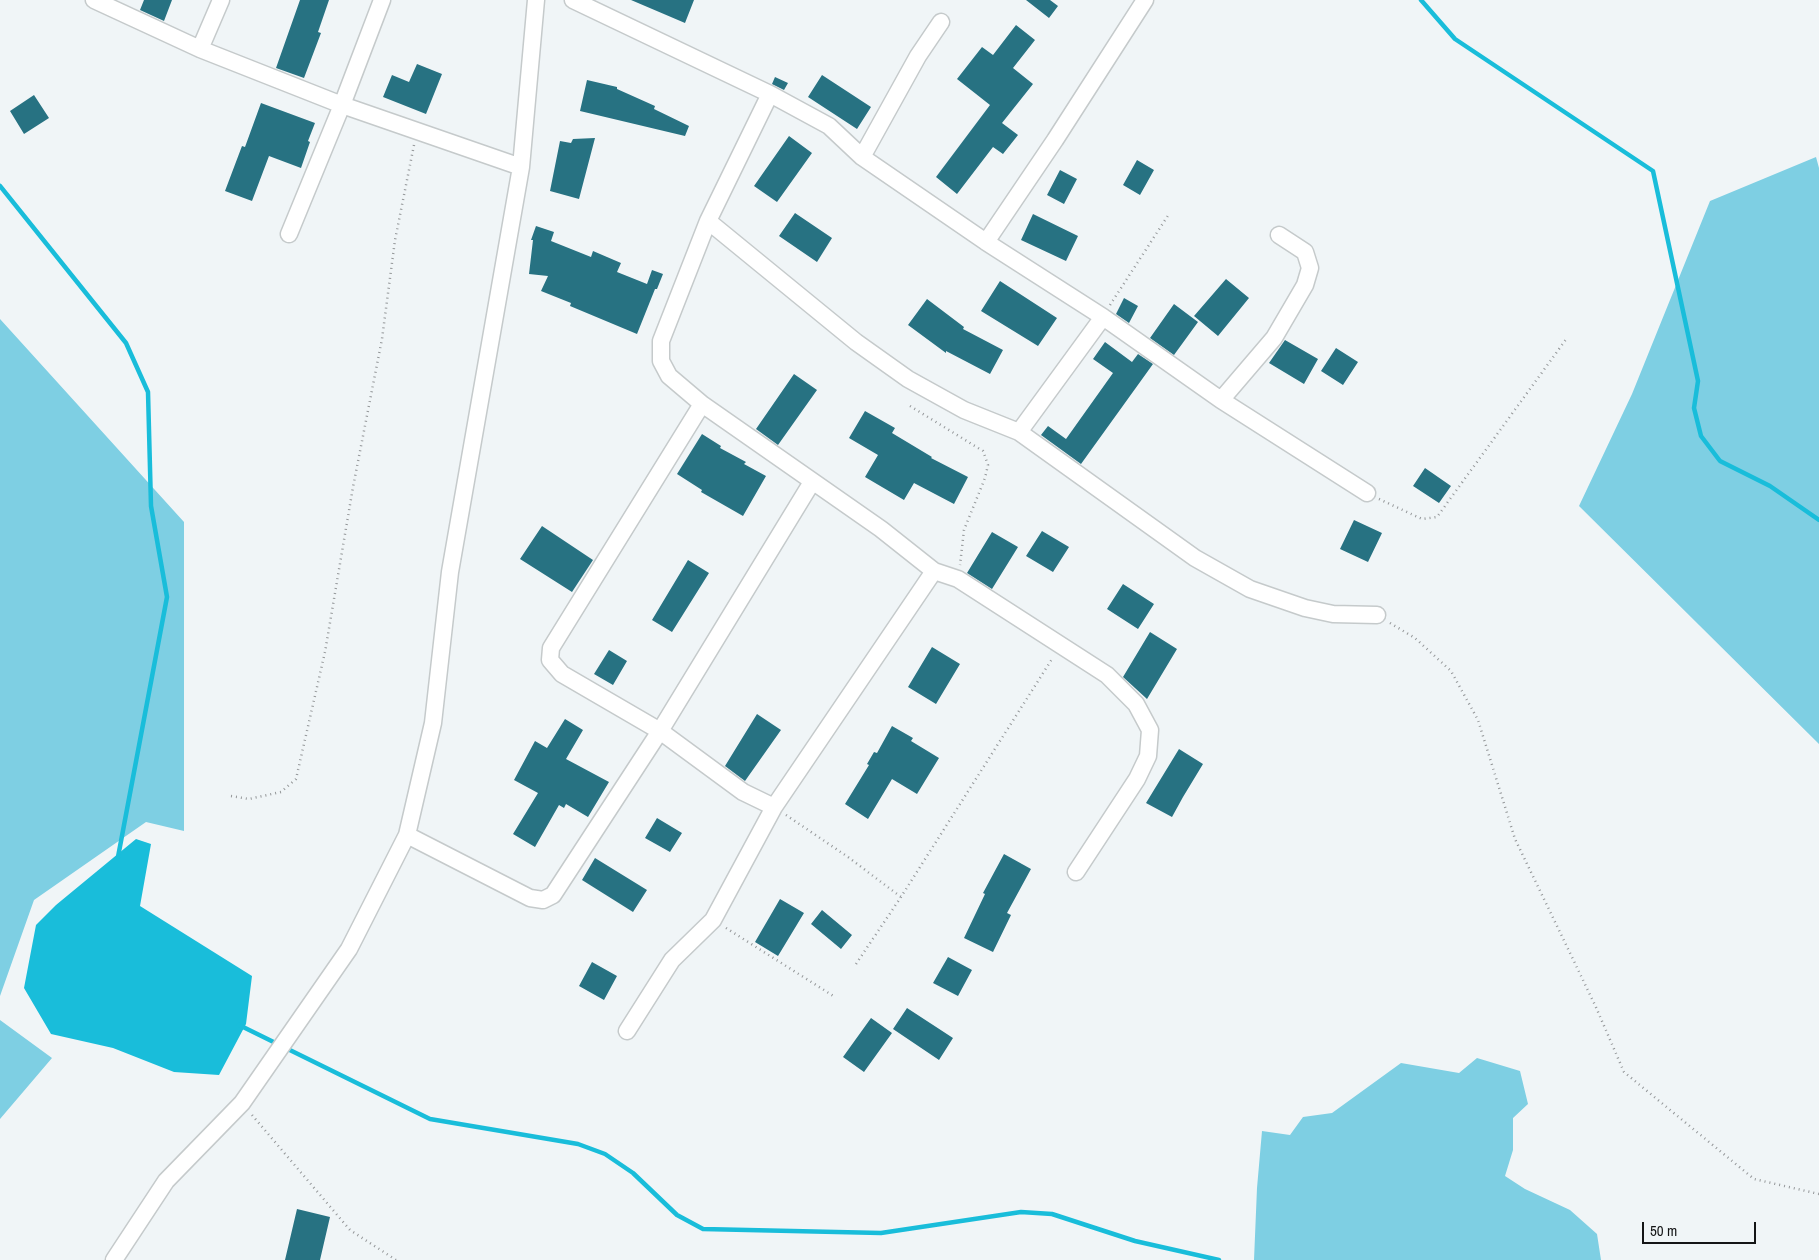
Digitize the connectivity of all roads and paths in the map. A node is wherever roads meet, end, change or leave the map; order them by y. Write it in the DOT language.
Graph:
graph roads {
  1 [pos="94,0"];
  2 [pos="221,0"];
  3 [pos="382,0"];
  4 [pos="536,0"];
  5 [pos="573,0"];
  6 [pos="1145,0"];
  7 [pos="941,22"];
  8 [pos="200,49"];
  9 [pos="770,94"];
  10 [pos="342,105"];
  11 [pos="417,131"];
  12 [pos="862,157"];
  13 [pos="521,167"];
  14 [pos="1169,214"];
  15 [pos="708,221"];
  16 [pos="289,234"];
  17 [pos="1279,234"];
  18 [pos="986,242"];
  19 [pos="1103,317"];
  20 [pos="1568,338"];
  21 [pos="1221,400"];
  22 [pos="702,404"];
  23 [pos="910,406"];
  24 [pos="1020,432"];
  25 [pos="812,482"];
  26 [pos="1367,493"];
  27 [pos="934,571"];
  28 [pos="958,578"];
  29 [pos="1377,615"];
  30 [pos="1060,645"];
  31 [pos="660,731"];
  32 [pos="231,796"];
  33 [pos="774,807"];
  34 [pos="406,835"];
  35 [pos="1076,872"];
  36 [pos="901,897"];
  37 [pos="713,920"];
  38 [pos="856,964"];
  39 [pos="835,996"];
  40 [pos="627,1031"];
  41 [pos="242,1103"];
  42 [pos="1819,1194"];
  43 [pos="114,1260"];
  44 [pos="396,1260"];
  1 -- 8 [label="street"];
  2 -- 8 [label="street"];
  3 -- 10 [label="street"];
  4 -- 13 [label="street"];
  5 -- 9 [label="street"];
  6 -- 18 [label="street"];
  7 -- 12 [label="street"];
  8 -- 10 [label="street"];
  9 -- 12 [label="street"];
  9 -- 15 [label="street"];
  10 -- 11 [label="street"];
  10 -- 16 [label="street"];
  11 -- 13 [label="street"];
  11 -- 32 [label="path"];
  12 -- 18 [label="street"];
  13 -- 34 [label="street"];
  14 -- 19 [label="path"];
  15 -- 22 [label="street"];
  15 -- 24 [label="street"];
  17 -- 21 [label="street"];
  18 -- 19 [label="street"];
  19 -- 21 [label="street"];
  19 -- 24 [label="street"];
  20 -- 26 [label="path"];
  21 -- 26 [label="street"];
  22 -- 25 [label="street"];
  22 -- 31 [label="street"];
  23 -- 28 [label="path"];
  24 -- 29 [label="street"];
  25 -- 27 [label="street"];
  25 -- 31 [label="street"];
  27 -- 28 [label="street"];
  27 -- 33 [label="street"];
  28 -- 30 [label="street"];
  29 -- 42 [label="path"];
  30 -- 35 [label="street"];
  30 -- 36 [label="path"];
  31 -- 33 [label="street"];
  31 -- 34 [label="street"];
  33 -- 36 [label="path"];
  33 -- 37 [label="street"];
  34 -- 41 [label="street"];
  36 -- 38 [label="path"];
  37 -- 39 [label="path"];
  37 -- 40 [label="street"];
  41 -- 43 [label="street"];
  41 -- 44 [label="path"];
}
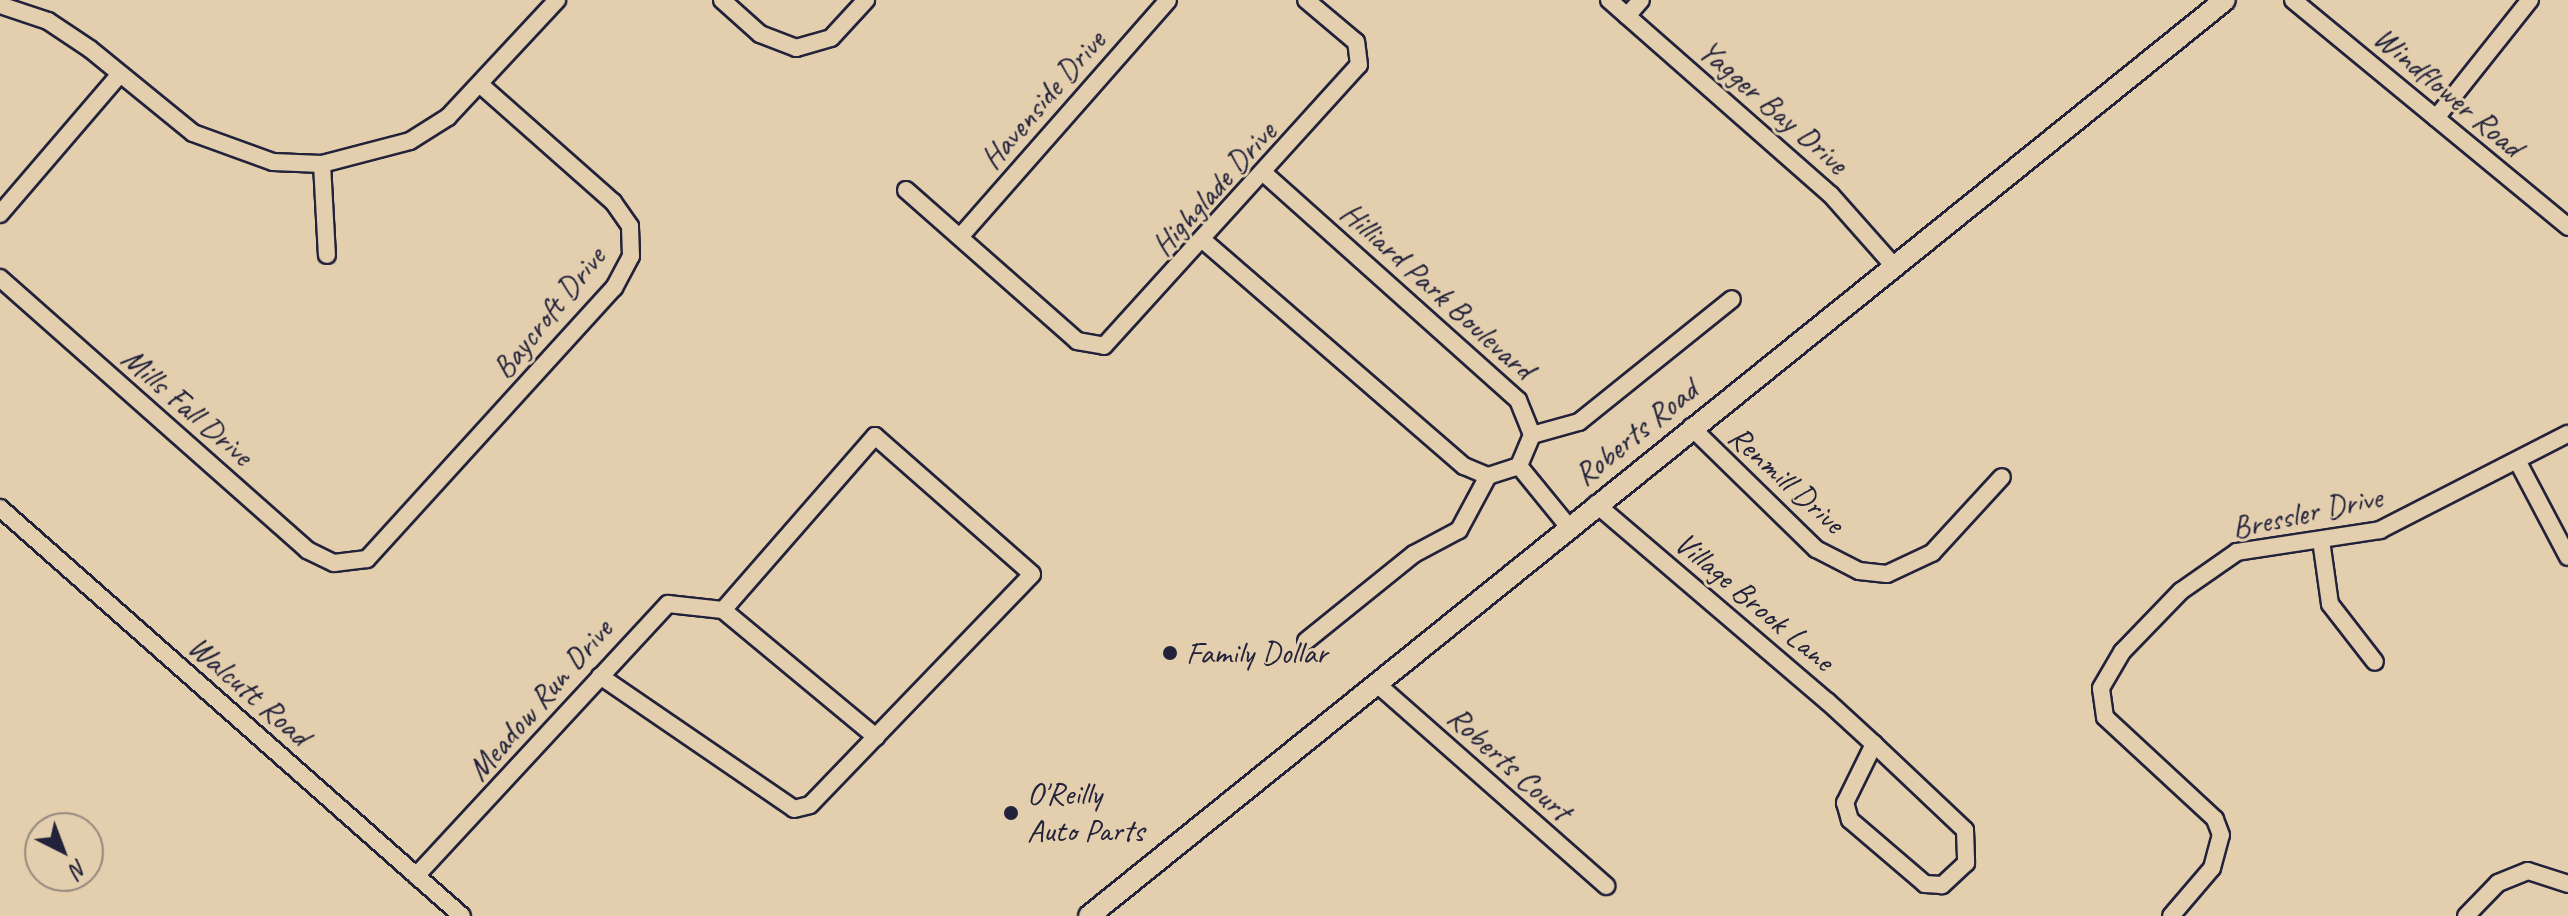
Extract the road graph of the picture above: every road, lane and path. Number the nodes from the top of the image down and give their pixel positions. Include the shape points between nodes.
1 (557, 0) edge
2 (722, 0) edge
3 (866, 0) edge
4 (1168, 0) edge
5 (1306, 0) edge
6 (1609, 0) edge
7 (1641, 0) edge
8 (2225, 0) edge
9 (2293, 0) edge
10 (2530, 0) edge
11 (0, 5) edge
12 (1627, 16) junction
13 (119, 75) junction
14 (482, 86) junction
15 (2436, 118) junction
16 (322, 164) junction
17 (1265, 174) junction
18 (906, 190) dead end
19 (0, 214) edge
20 (2568, 227) edge
21 (960, 237) junction
22 (1204, 241) junction
23 (327, 255) dead end
24 (1892, 264) junction
25 (0, 278) edge
26 (1732, 299) dead end
27 (1691, 427) junction
28 (2568, 434) edge
29 (1532, 435) junction
30 (2519, 464) junction
31 (1519, 466) junction
32 (1488, 476) junction
33 (2002, 477) dead end
34 (1596, 504) junction
35 (0, 508) edge
36 (1568, 526) junction
37 (2321, 540) junction
38 (2568, 557) edge
39 (345, 564) joint
40 (723, 610) junction
41 (1306, 641) dead end
42 (2375, 662) dead end
43 (600, 676) junction
44 (1376, 683) junction
45 (876, 737) junction
46 (1874, 744) junction
47 (416, 876) junction
48 (2568, 884) edge
49 (1606, 886) dead end
50 (462, 916) edge
51 (1089, 916) edge
52 (2171, 916) edge
53 (2466, 916) edge

1 - 14 street
2 - 3 street via 775,43 804,48 831,38
4 - 21 street, Havenside Drive
5 - 17 street, Highglade Drive via 1356,42 1352,76
6 - 12 street, Yagger Bay Drive
7 - 12 street
8 - 24 main road, Roberts Road
9 - 15 street, Windflower Road
10 - 15 street
11 - 13 street via 48,21
12 - 24 street, Yagger Bay Drive via 1831,195
13 - 16 street via 193,133 229,150
13 - 19 street
14 - 16 street via 410,141
14 - 39 street, Baycroft Drive via 613,202 630,226 631,256 614,288 387,544
15 - 20 street, Windflower Road
16 - 23 street
17 - 22 street, Highglade Drive
17 - 29 street, Hilliard Park Boulevard via 1518,400
18 - 21 street
21 - 22 street, Highglade Drive via 1090,347 1117,339
22 - 32 street via 1464,466
24 - 27 main road, Roberts Road
25 - 39 street, Mills Fall Drive via 307,550
26 - 29 street via 1579,422
27 - 33 street, Renmill Drive via 1816,549 1859,571 1887,574 1932,553
27 - 34 main road, Roberts Road
28 - 30 street, Bressler Drive
29 - 31 street
30 - 37 street, Bressler Drive via 2380,530
30 - 38 street
31 - 32 street
31 - 36 street
32 - 41 street via 1459,530 1414,554
34 - 36 main road, Roberts Road
34 - 46 street, Village Brook Lane
35 - 47 street, Walcutt Road
36 - 44 main road, Roberts Road
37 - 42 street via 2330,604
37 - 52 street, Bressler Drive via 2237,552 2206,569 2105,675 2102,711 2114,731 2215,819 2221,835 2212,868
40 - 43 street, Meadow Run Drive via 668,604
40 - 45 street
40 - 45 street via 875,436 1032,574
43 - 45 street via 794,809 810,805
43 - 47 street, Meadow Run Drive
44 - 49 street, Roberts Court
44 - 51 main road, Roberts Road
46 - 46 street, Village Brook Lane via 1845,803 1850,820 1925,884 1942,885 1966,863 1965,830
47 - 50 street, Walcutt Road
48 - 53 street via 2528,871 2498,883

---+---

EXERCISE BRIEF. Whenever the string "Yagger" turns up in a line of the data, copy that line.

TASK OUTPUT.
6 - 12 street, Yagger Bay Drive
12 - 24 street, Yagger Bay Drive via 1831,195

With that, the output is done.